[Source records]
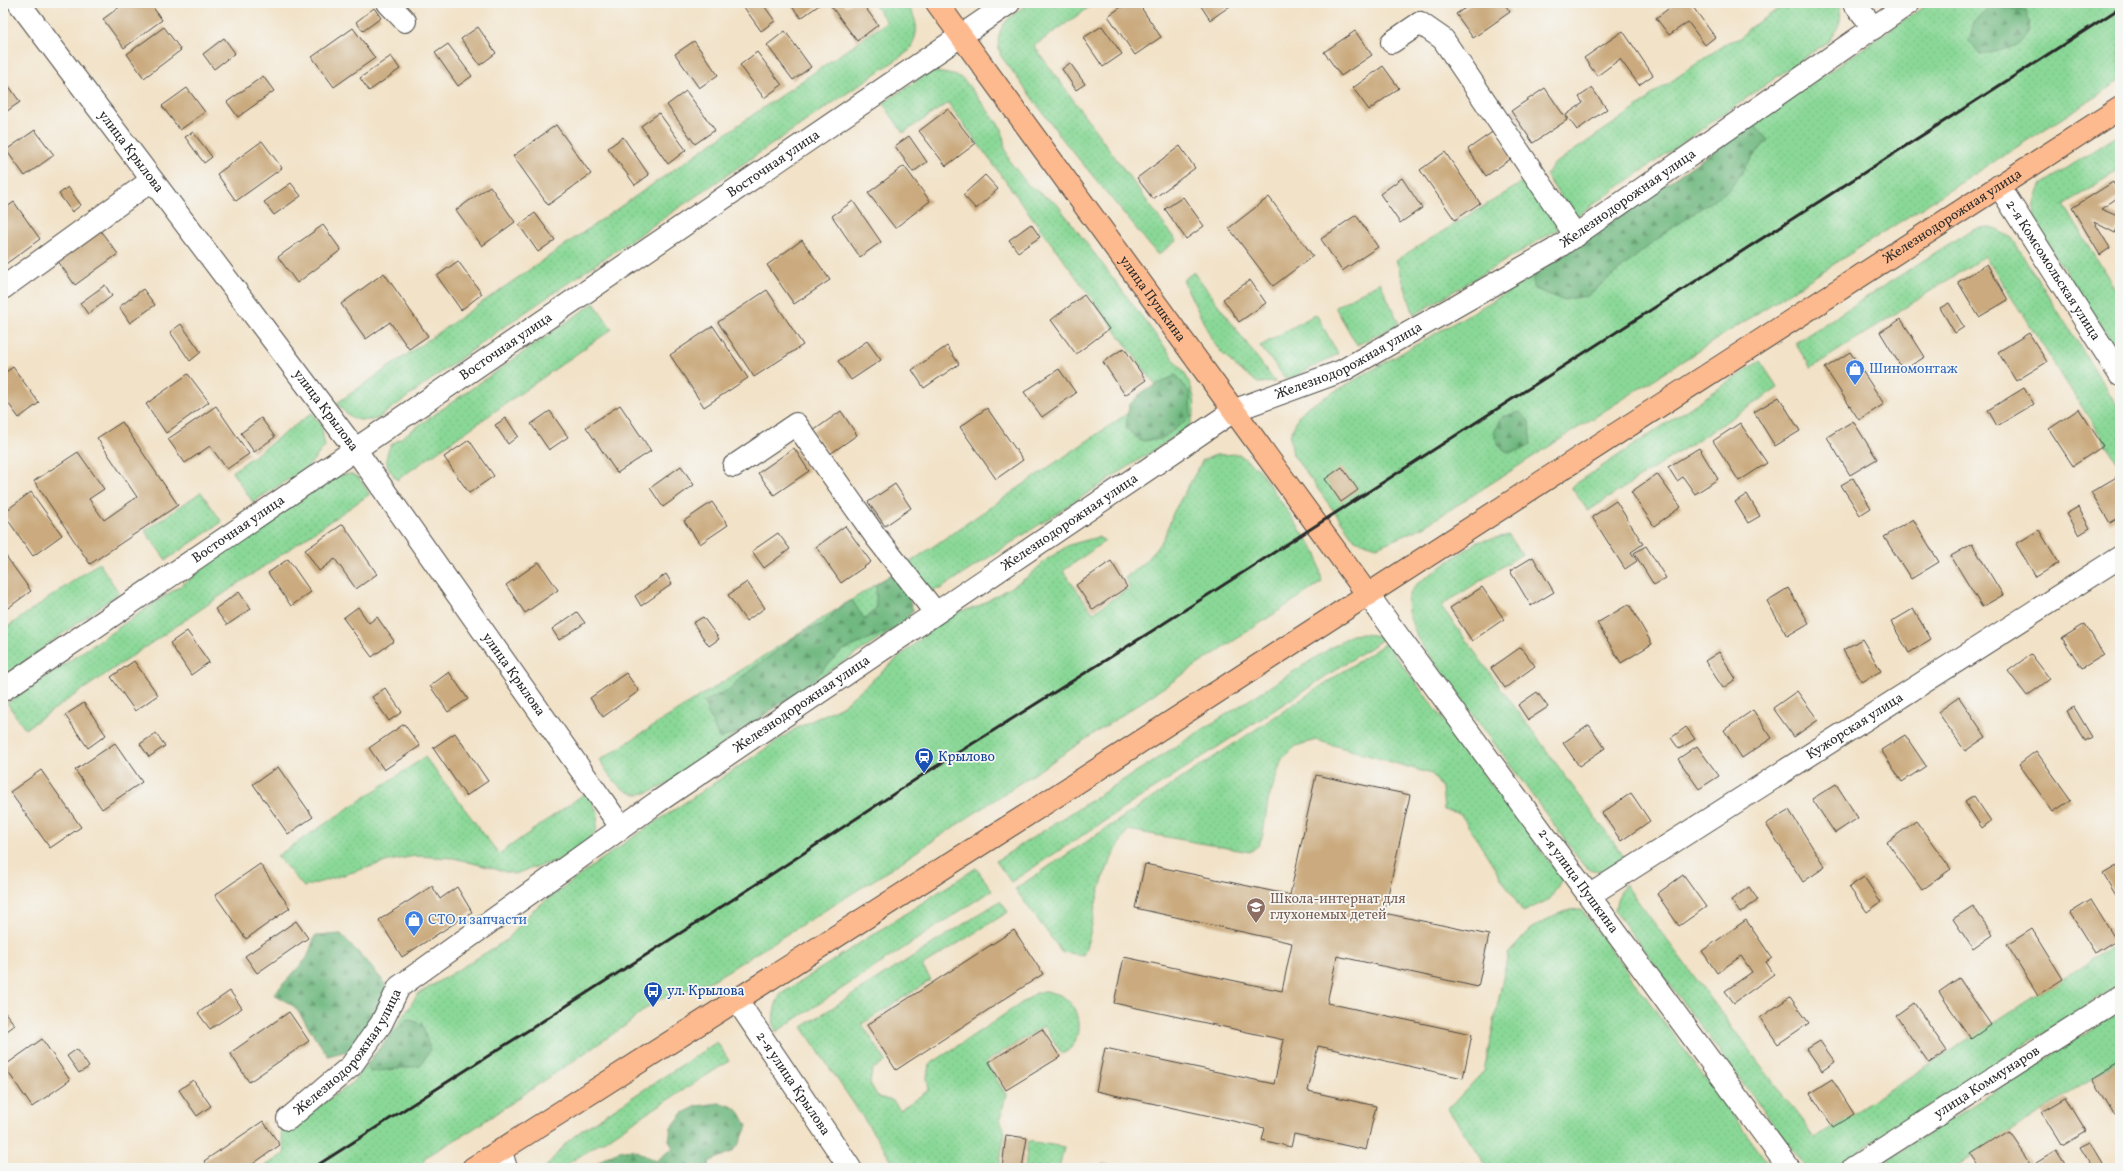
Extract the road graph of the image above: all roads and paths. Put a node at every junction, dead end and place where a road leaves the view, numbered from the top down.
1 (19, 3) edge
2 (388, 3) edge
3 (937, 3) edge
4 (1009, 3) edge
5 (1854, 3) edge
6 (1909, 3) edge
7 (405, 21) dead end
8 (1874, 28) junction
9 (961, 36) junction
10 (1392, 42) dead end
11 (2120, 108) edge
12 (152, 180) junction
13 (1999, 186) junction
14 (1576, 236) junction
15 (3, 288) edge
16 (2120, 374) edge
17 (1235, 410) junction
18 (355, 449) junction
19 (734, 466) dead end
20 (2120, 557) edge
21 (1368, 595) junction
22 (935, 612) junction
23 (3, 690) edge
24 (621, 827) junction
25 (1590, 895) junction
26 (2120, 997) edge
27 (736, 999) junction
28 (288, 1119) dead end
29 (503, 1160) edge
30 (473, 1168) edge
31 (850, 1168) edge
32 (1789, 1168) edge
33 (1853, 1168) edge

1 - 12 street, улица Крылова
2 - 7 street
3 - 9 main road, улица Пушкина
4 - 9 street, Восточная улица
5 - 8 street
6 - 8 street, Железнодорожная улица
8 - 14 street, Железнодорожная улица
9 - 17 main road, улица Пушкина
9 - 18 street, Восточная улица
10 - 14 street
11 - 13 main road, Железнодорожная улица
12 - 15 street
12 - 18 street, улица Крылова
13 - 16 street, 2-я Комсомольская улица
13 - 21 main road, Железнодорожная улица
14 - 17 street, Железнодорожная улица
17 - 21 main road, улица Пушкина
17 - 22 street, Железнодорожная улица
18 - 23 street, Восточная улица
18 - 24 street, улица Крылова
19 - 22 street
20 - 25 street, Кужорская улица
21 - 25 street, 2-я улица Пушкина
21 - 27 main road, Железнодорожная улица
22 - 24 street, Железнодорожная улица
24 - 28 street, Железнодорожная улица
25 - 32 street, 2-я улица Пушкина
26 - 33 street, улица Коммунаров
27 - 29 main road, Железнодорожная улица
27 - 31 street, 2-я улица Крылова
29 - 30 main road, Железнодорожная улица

(Task details) The answer must consist of every line from the entries above that contains "road".

(Response to the exercise)
Extract the road graph of the image above: all roads and paths. Put a node at every junction, dead end and place where a road leaves the view, numbered from the top down.
3 - 9 main road, улица Пушкина
9 - 17 main road, улица Пушкина
11 - 13 main road, Железнодорожная улица
13 - 21 main road, Железнодорожная улица
17 - 21 main road, улица Пушкина
21 - 27 main road, Железнодорожная улица
27 - 29 main road, Железнодорожная улица
29 - 30 main road, Железнодорожная улица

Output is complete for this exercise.